*Data to use*
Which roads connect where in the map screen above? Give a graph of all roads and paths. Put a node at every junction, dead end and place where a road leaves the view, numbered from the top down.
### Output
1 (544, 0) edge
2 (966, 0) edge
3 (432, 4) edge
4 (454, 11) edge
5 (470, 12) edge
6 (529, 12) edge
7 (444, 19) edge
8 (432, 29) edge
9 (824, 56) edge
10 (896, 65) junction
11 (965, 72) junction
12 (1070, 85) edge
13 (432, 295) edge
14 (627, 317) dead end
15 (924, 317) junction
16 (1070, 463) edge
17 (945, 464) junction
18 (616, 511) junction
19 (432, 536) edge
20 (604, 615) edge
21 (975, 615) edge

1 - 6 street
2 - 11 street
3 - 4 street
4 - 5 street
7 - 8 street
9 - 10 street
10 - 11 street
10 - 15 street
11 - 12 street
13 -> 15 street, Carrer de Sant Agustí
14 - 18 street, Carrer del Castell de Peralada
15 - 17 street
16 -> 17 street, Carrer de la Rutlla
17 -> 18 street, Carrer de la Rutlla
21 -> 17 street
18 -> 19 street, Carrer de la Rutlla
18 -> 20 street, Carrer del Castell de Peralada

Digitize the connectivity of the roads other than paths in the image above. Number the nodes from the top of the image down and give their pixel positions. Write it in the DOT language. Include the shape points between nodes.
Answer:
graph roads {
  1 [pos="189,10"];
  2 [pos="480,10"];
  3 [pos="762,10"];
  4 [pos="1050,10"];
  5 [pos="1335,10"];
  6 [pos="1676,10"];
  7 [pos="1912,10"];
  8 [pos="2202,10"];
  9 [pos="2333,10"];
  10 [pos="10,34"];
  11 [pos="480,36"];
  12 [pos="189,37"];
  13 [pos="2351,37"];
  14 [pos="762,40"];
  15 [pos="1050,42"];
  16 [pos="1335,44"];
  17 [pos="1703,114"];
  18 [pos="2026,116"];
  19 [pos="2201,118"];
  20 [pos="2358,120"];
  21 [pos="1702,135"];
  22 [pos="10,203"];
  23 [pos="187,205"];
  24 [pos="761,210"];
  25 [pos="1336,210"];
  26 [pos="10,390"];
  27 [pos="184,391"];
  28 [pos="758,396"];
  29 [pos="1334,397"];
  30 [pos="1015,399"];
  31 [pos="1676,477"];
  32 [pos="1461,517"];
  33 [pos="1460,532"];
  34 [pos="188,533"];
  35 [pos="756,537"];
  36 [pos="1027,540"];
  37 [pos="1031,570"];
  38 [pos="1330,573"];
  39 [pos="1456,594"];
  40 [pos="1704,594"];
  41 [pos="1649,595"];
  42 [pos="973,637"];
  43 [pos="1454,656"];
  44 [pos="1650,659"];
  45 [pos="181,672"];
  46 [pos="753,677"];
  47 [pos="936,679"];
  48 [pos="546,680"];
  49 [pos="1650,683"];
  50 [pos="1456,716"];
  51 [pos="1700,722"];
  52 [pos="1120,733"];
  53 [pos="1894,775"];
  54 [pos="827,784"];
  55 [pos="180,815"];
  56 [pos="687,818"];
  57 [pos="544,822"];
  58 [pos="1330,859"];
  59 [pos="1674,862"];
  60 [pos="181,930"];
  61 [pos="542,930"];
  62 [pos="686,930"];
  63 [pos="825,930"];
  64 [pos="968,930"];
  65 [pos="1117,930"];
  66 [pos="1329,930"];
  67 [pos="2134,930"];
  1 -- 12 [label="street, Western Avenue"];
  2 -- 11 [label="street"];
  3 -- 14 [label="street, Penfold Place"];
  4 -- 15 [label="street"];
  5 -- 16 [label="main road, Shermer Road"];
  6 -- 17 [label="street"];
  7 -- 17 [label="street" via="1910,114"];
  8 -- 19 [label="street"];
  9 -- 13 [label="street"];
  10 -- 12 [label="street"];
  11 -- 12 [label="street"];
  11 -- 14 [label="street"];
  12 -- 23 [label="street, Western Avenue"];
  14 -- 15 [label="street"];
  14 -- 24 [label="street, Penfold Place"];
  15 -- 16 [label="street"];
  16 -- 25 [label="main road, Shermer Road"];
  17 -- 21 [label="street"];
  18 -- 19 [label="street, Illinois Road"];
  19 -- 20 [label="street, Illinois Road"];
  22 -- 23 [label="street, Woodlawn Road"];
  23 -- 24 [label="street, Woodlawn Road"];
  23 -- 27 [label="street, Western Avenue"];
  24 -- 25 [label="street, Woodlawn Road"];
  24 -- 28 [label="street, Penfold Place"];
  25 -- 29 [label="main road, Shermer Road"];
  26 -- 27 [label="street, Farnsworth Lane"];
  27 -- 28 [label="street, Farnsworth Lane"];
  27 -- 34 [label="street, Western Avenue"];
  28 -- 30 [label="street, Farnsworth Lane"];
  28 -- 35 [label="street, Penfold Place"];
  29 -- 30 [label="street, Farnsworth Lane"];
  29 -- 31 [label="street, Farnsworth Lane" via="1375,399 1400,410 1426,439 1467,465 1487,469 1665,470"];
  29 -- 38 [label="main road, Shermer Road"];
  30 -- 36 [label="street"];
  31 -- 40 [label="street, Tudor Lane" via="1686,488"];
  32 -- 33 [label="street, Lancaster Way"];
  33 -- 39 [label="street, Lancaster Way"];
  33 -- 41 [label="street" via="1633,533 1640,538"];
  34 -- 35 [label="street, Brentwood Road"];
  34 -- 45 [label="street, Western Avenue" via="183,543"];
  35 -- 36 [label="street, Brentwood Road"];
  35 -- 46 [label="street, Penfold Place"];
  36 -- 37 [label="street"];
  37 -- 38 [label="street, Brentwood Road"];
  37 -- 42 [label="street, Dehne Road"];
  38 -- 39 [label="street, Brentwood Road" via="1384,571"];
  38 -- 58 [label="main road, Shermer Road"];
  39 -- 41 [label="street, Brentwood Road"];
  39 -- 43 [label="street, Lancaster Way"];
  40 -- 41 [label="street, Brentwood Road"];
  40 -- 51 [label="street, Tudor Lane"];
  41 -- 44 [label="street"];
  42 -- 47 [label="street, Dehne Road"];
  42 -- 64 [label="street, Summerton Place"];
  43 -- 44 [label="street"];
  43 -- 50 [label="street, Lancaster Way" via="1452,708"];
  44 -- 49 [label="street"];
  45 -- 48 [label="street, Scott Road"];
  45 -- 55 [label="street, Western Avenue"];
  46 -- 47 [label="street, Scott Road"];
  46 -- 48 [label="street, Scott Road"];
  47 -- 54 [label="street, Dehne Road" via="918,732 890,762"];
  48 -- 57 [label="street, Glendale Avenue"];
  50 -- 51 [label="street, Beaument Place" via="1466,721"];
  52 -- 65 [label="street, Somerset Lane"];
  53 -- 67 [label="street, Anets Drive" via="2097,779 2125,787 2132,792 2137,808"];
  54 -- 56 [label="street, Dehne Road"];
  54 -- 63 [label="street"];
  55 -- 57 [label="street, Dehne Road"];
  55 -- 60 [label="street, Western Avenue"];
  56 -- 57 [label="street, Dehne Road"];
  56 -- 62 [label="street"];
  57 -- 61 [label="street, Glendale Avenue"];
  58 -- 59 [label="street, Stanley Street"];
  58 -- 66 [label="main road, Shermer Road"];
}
---
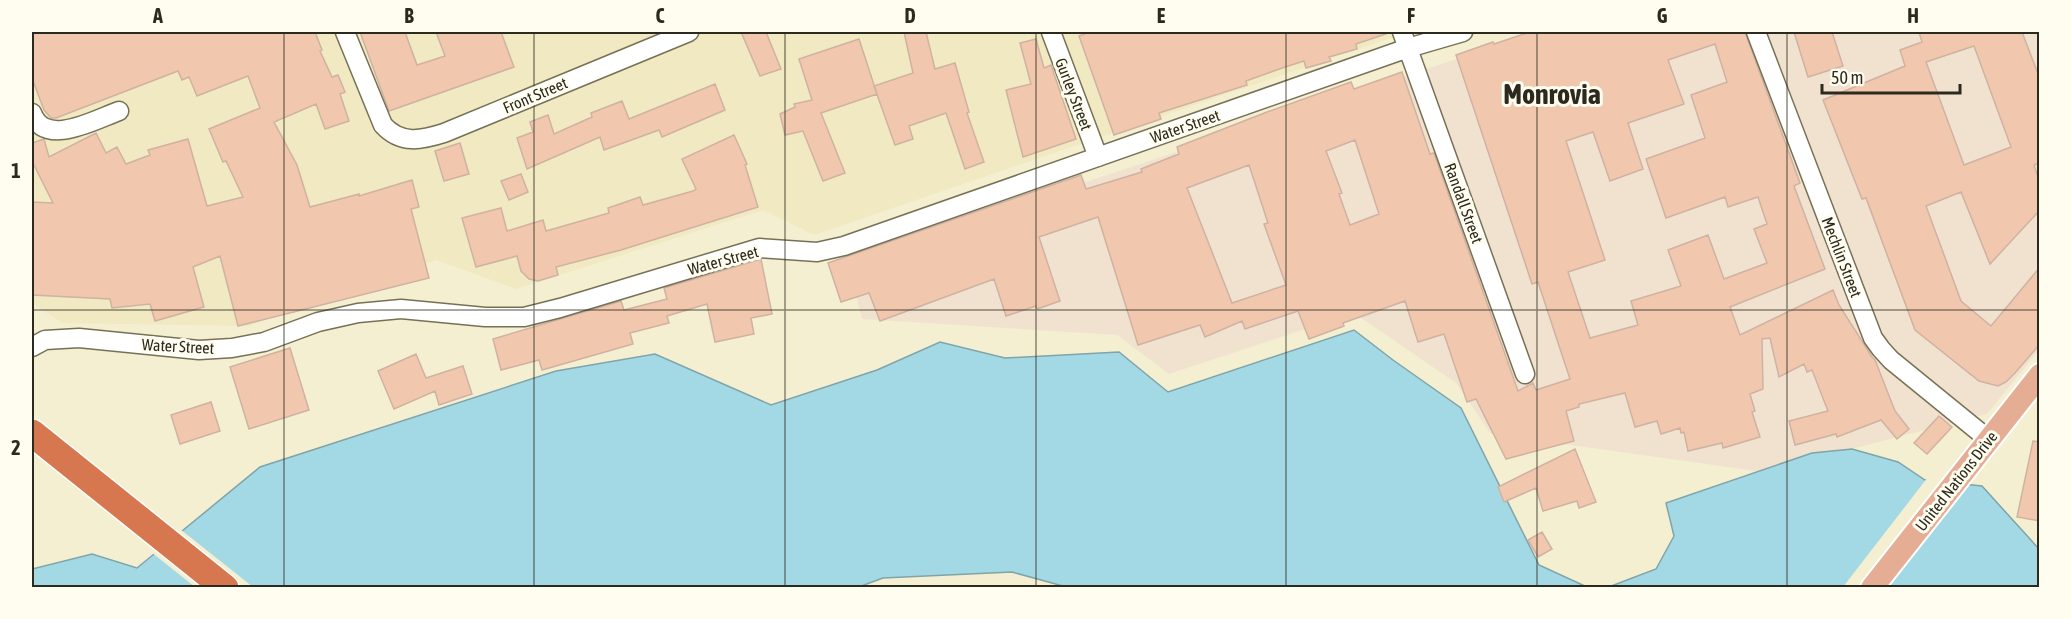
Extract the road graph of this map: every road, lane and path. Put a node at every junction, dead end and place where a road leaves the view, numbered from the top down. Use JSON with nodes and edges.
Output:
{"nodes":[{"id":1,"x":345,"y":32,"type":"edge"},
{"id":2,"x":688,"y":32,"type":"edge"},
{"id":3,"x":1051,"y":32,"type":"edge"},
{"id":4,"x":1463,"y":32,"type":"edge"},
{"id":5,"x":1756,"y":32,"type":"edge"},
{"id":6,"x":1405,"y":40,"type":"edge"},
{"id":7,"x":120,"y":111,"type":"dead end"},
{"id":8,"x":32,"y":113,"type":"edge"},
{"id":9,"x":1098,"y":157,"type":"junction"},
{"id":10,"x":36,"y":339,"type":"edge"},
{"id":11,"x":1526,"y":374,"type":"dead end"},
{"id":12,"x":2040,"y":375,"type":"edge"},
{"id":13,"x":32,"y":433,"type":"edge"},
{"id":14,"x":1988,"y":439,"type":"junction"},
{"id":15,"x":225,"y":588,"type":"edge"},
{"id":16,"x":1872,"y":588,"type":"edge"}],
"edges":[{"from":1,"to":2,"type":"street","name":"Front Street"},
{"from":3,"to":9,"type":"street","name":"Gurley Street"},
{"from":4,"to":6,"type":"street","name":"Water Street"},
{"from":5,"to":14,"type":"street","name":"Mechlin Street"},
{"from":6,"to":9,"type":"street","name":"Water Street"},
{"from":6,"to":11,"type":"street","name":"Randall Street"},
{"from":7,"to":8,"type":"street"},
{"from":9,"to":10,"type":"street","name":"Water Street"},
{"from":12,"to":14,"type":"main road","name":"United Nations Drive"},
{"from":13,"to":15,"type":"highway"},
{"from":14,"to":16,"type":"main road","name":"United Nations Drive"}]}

*Task details*
Your answer should be one number: the count of lines holding "Carrer" in the listing.

*Response box*
6